Collected data
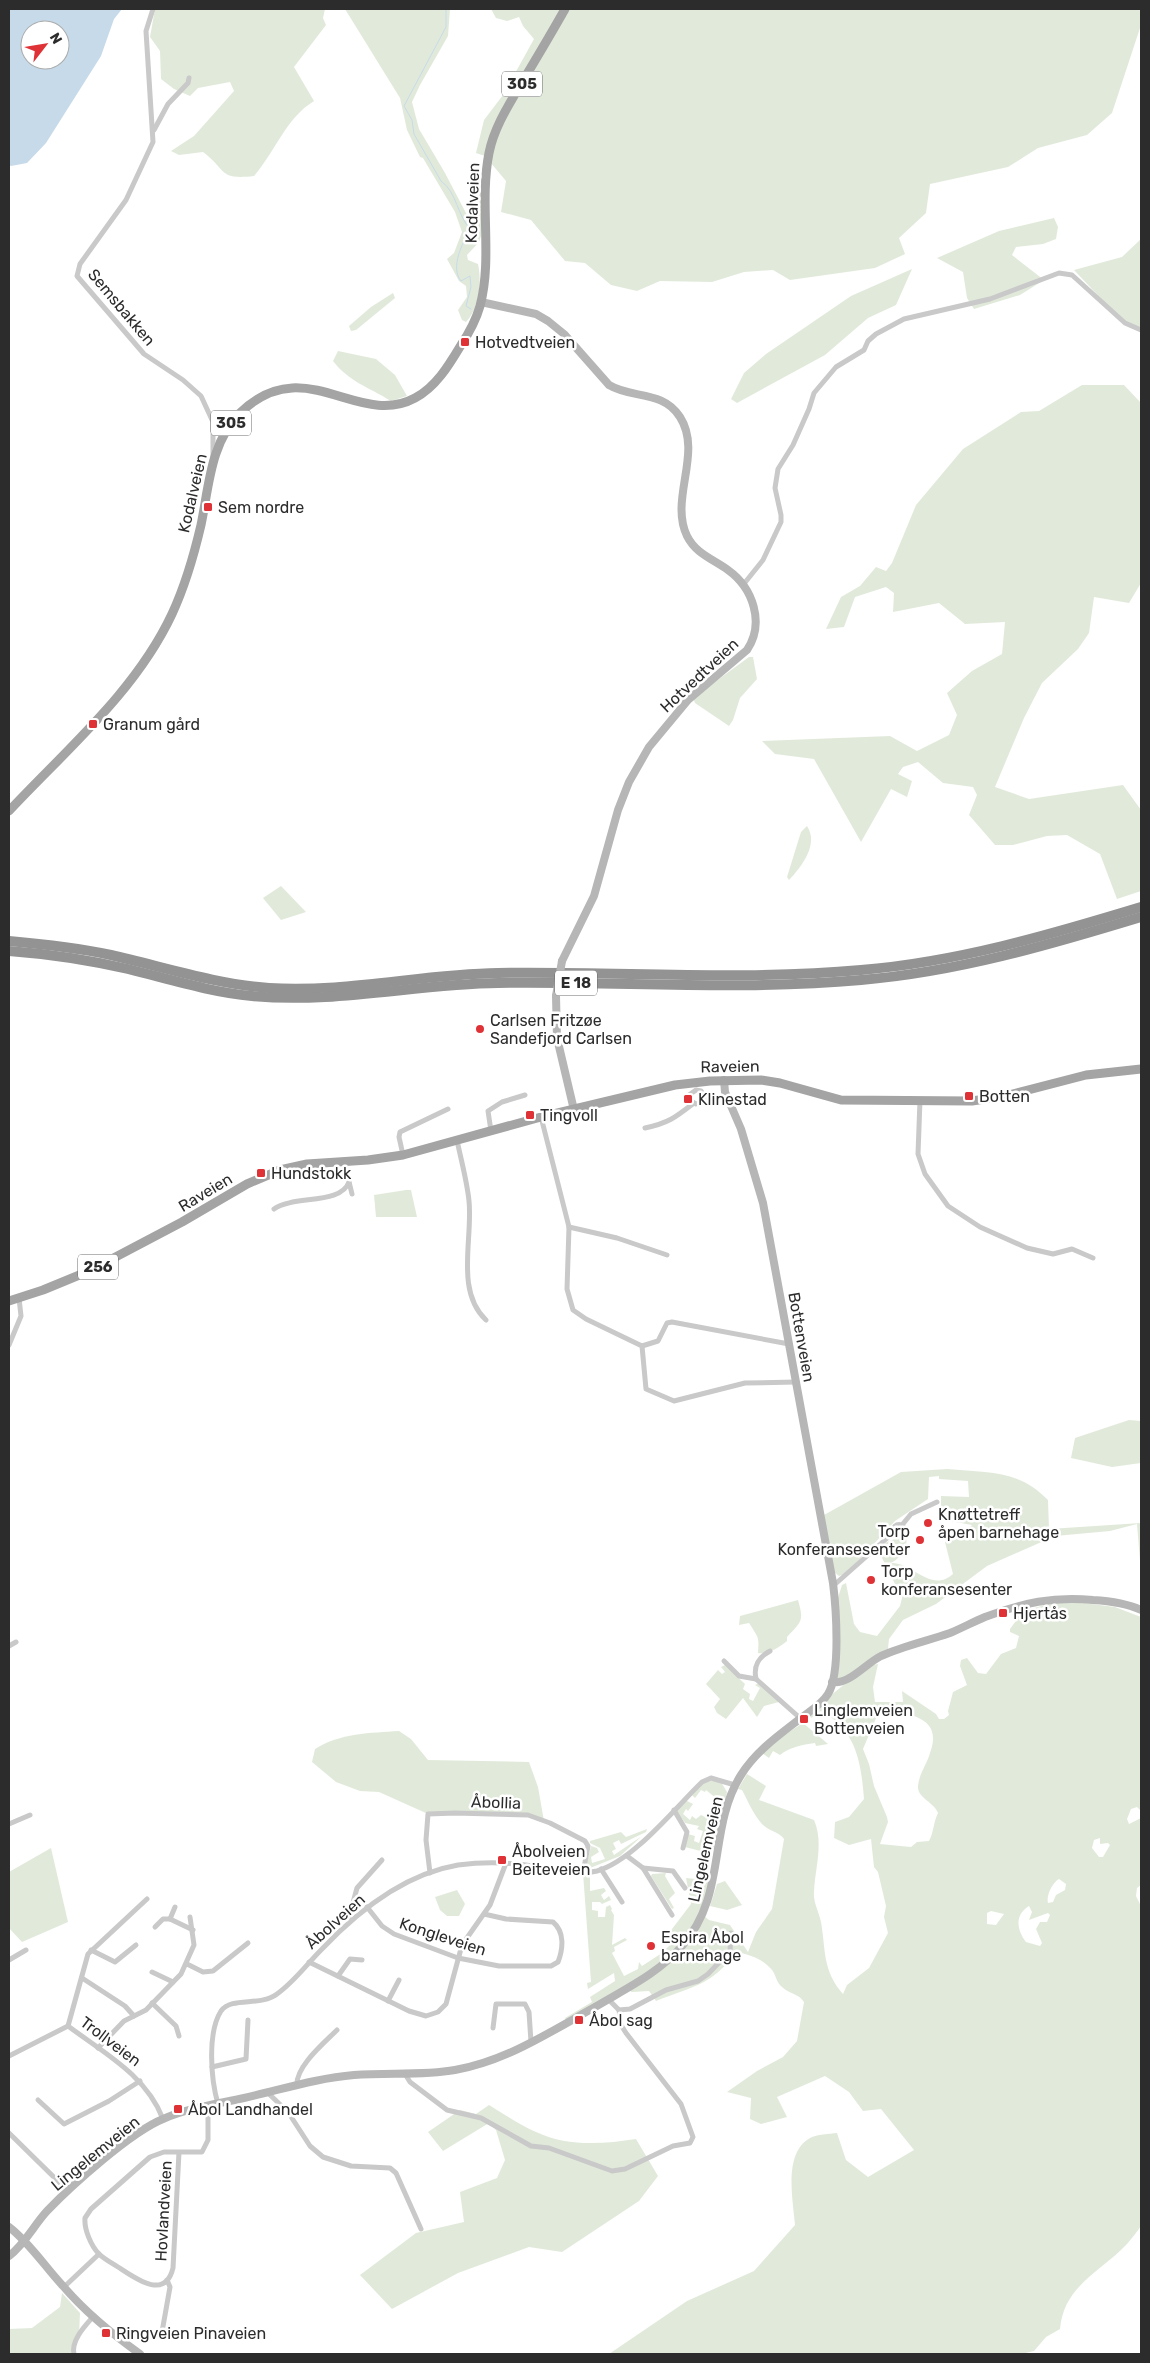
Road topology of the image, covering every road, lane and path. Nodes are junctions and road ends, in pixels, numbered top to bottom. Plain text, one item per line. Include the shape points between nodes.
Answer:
1 (153, 9) edge
2 (566, 9) edge
3 (189, 78) dead end
4 (154, 130) junction
5 (481, 302) junction
6 (1141, 330) edge
7 (214, 460) junction
8 (743, 585) junction
9 (9, 810) edge
10 (1141, 908) edge
11 (1141, 917) edge
12 (9, 941) edge
13 (9, 950) edge
14 (1141, 1069) edge
15 (724, 1080) junction
16 (525, 1095) dead end
17 (727, 1096) junction
18 (708, 1100) junction
19 (920, 1100) junction
20 (694, 1103) junction
21 (448, 1110) dead end
22 (574, 1110) junction
23 (541, 1117) junction
24 (645, 1128) dead end
25 (491, 1131) junction
26 (457, 1140) junction
27 (403, 1155) junction
28 (344, 1161) junction
29 (349, 1182) junction
30 (352, 1194) dead end
31 (274, 1209) dead end
32 (569, 1227) junction
33 (667, 1255) dead end
34 (1093, 1258) dead end
35 (19, 1298) junction
36 (9, 1301) edge
37 (486, 1320) dead end
38 (789, 1344) junction
39 (9, 1345) edge
40 (642, 1346) junction
41 (796, 1382) junction
42 (938, 1502) dead end
43 (902, 1525) junction
44 (894, 1532) junction
45 (833, 1586) junction
46 (1141, 1610) edge
47 (16, 1642) dead end
48 (9, 1646) edge
49 (770, 1651) dead end
50 (724, 1661) dead end
51 (756, 1679) junction
52 (832, 1682) junction
53 (800, 1718) junction
54 (734, 1787) junction
55 (674, 1810) junction
56 (30, 1815) dead end
57 (9, 1824) edge
58 (683, 1848) dead end
59 (627, 1856) junction
60 (382, 1860) dead end
61 (506, 1862) junction
62 (643, 1868) junction
63 (601, 1869) junction
64 (430, 1873) junction
65 (583, 1873) junction
66 (685, 1888) dead end
67 (147, 1899) dead end
68 (622, 1902) dead end
69 (367, 1906) junction
70 (175, 1907) dead end
71 (484, 1914) junction
72 (672, 1915) dead end
73 (190, 1917) dead end
74 (170, 1919) junction
75 (348, 1922) junction
76 (155, 1927) dead end
77 (193, 1930) junction
78 (731, 1932) dead end
79 (248, 1943) dead end
80 (136, 1945) dead end
81 (26, 1950) dead end
82 (91, 1950) junction
83 (458, 1958) junction
84 (9, 1960) edge
85 (362, 1960) dead end
86 (309, 1962) junction
87 (187, 1964) junction
88 (152, 1972) dead end
89 (338, 1976) junction
90 (82, 1978) junction
91 (399, 1980) dead end
92 (173, 1982) junction
93 (608, 1999) junction
94 (388, 2001) junction
95 (152, 2003) junction
96 (619, 2010) junction
97 (134, 2016) junction
98 (248, 2020) dead end
99 (68, 2026) junction
100 (493, 2028) dead end
101 (337, 2030) dead end
102 (179, 2036) dead end
103 (531, 2042) junction
104 (98, 2048) junction
105 (9, 2056) edge
106 (212, 2067) junction
107 (405, 2074) junction
108 (140, 2081) junction
109 (297, 2086) junction
110 (268, 2092) junction
111 (38, 2100) dead end
112 (218, 2104) junction
113 (208, 2107) junction
114 (163, 2119) junction
115 (9, 2133) edge
116 (179, 2152) junction
117 (68, 2192) junction
118 (9, 2227) edge
119 (421, 2229) dead end
120 (22, 2241) junction
121 (9, 2254) edge
122 (98, 2254) junction
123 (167, 2280) junction
124 (64, 2287) junction
125 (92, 2318) junction
126 (162, 2332) dead end
127 (74, 2354) edge
128 (140, 2354) edge

1 - 4 street, Semsbakken via 146,31
2 - 5 main road, Kodalveien / 305 via 493,138 486,174
3 - 4 street, Semsbakken via 168,104
4 - 7 street, Semsbakken via 153,142 126,200 80,264 77,276 144,354 201,396 213,422
5 - 7 main road, Kodalveien / 305 via 473,324 455,355 435,382 416,398 382,406 315,389 294,388 274,392 254,402 236,418 222,438
5 - 8 main road, Hotvedtveien via 543,318 558,328 609,385 656,398 678,413 688,444 681,511 686,534 696,549 727,569
6 - 8 street via 1125,323 1066,272 990,299 910,316 876,334 864,350 836,367 814,393 775,479 781,515 778,529 763,560
7 - 9 main road, Kodalveien / 305 via 192,559 159,638 128,683
8 - 22 main road, Hotvedtveien, bridge via 757,618 754,639 743,656 677,712 644,754 618,810 594,896 562,961 556,996 558,1045
10 - 12 highway, E 18 via 961,956 886,968 804,974 470,974 320,988 286,988 231,984 85,950
11 - 13 highway, E 18 via 1056,943 963,965 862,980 788,984 462,984 278,998 229,993 83,960
14 - 19 main road, Raveien / 256 via 1079,1077 990,1099
15 - 17 main road, Bottenveien
15 - 19 main road, Raveien / 256 via 774,1081 841,1100
15 - 22 main road, Raveien / 256 via 675,1085
16 - 25 street via 502,1102 488,1111
17 - 18 street
17 - 38 main road, Bottenveien via 760,1189
18 - 20 street
18 - 20 street via 696,1090 690,1095
19 - 34 street via 918,1154 925,1174 948,1206 980,1227 1027,1248 1053,1254 1072,1249
20 - 24 street via 672,1120
21 - 27 street via 400,1132
22 - 23 main road, Raveien / 256
23 - 25 main road, Raveien / 256
23 - 32 street
25 - 26 main road, Raveien / 256
26 - 27 main road, Raveien / 256
26 - 37 street via 469,1200 471,1296 473,1305
27 - 28 main road, Raveien / 256
28 - 29 street
28 - 35 main road, Raveien / 256 via 300,1165 268,1174 112,1260
29 - 30 street
29 - 31 street via 341,1194
32 - 33 street via 617,1238
32 - 40 street via 567,1289 573,1310
35 - 36 main road, Raveien / 256
35 - 39 street via 21,1316
38 - 40 street via 672,1322 664,1326 658,1341
38 - 41 main road, Bottenveien
40 - 41 street via 646,1389 674,1401 745,1383
41 - 45 main road, Bottenveien
42 - 43 street via 911,1514
43 - 44 street via 894,1526
43 - 44 street via 902,1534
44 - 45 street
45 - 52 main road, Bottenveien via 837,1623
46 - 52 main road via 1114,1602 1074,1598 1034,1602 901,1648 869,1663 845,1681
47 - 48 street
49 - 51 street via 758,1660 754,1672
50 - 51 street via 739,1676
51 - 53 street
52 - 53 main road, Lingelemveien via 826,1696
53 - 54 main road, Lingelemveien via 761,1750
54 - 55 street, Åbolveien via 711,1778 702,1782
54 - 93 main road, Lingelemveien via 724,1819 712,1889 694,1931 663,1965
55 - 58 street via 686,1832
55 - 59 street, Åbolveien
56 - 57 street
59 - 62 street
59 - 63 street, Åbolveien
60 - 75 street via 357,1888
61 - 64 street, Åbolveien via 457,1865
61 - 65 street, Åbolveien via 564,1874
61 - 71 street via 498,1889
62 - 66 street via 673,1871
62 - 72 street
63 - 65 street, Åbolveien
63 - 68 street
64 - 65 street, Åbollia via 426,1840 428,1814 455,1813 528,1815 550,1823 588,1846
64 - 69 street, Åbolveien
67 - 82 street, Trollveien
69 - 75 street, Åbolveien
69 - 83 street, Kongleveien via 382,1926 394,1934
70 - 74 street
71 - 83 street via 465,1939
71 - 83 street, Kongleveien via 511,1920 553,1922 562,1935 558,1962 551,1966 499,1966
73 - 77 street
74 - 76 street via 163,1919
74 - 77 street
75 - 86 street, Åbolveien
77 - 87 street via 194,1945
78 - 96 street via 730,1951 708,1974 666,1990 630,2009
79 - 87 street via 213,1971 203,1972
80 - 82 street via 114,1962
81 - 84 street
82 - 90 street, Trollveien
83 - 94 street via 449,1997 438,2012 426,2016
85 - 89 street via 350,1959
86 - 89 street
86 - 106 street, Åbolveien via 276,1995 259,2002 231,2004 223,2009 215,2027
87 - 92 street
88 - 92 street
89 - 94 street
90 - 97 street via 126,2006
90 - 99 street, Trollveien
91 - 94 street
92 - 95 street
93 - 96 street
93 - 103 main road, Lingelemveien
95 - 97 street via 140,2015
95 - 102 street via 176,2026
96 - 107 street via 626,2033 681,2104 693,2137 690,2142 620,2170 603,2168 549,2148 531,2146 481,2118 447,2110 410,2082
97 - 104 street via 124,2021
98 - 106 street via 246,2059
99 - 104 street, Trollveien
99 - 105 street
100 - 103 street via 496,2004 525,2004 529,2012
101 - 109 street via 305,2064 296,2081
103 - 107 main road, Lingelemveien via 457,2070
104 - 108 street, Trollveien
106 - 112 street, Åbolveien
107 - 109 main road, Lingelemveien via 343,2076
108 - 111 street via 64,2124
108 - 114 street, Trollveien
109 - 110 main road, Lingelemveien
110 - 112 main road, Lingelemveien
110 - 119 street via 288,2112 310,2146 323,2157 351,2166 390,2168 396,2173
112 - 113 main road, Lingelemveien
113 - 114 main road, Lingelemveien
113 - 116 street, Hovlandveien via 205,2149
114 - 117 main road, Lingelemveien via 126,2142
115 - 117 street
116 - 122 street, Hovlandveien via 164,2152 150,2158 87,2213 84,2218 86,2230
116 - 123 street, Hovlandveien via 174,2268
117 - 120 main road, Lingelemveien
118 - 120 main road
120 - 121 main road, Lingelemveien
120 - 124 main road
122 - 123 street, Hovlandveien via 147,2284 158,2286
122 - 124 street
123 - 126 street via 170,2287
124 - 125 main road
125 - 127 street via 76,2340
125 - 128 main road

§ TASK OBJECTIVE: Look through the lines above and collect those with the word "Trollveien".

§ TASK OUTPUT:
67 - 82 street, Trollveien
82 - 90 street, Trollveien
90 - 99 street, Trollveien
99 - 104 street, Trollveien
104 - 108 street, Trollveien
108 - 114 street, Trollveien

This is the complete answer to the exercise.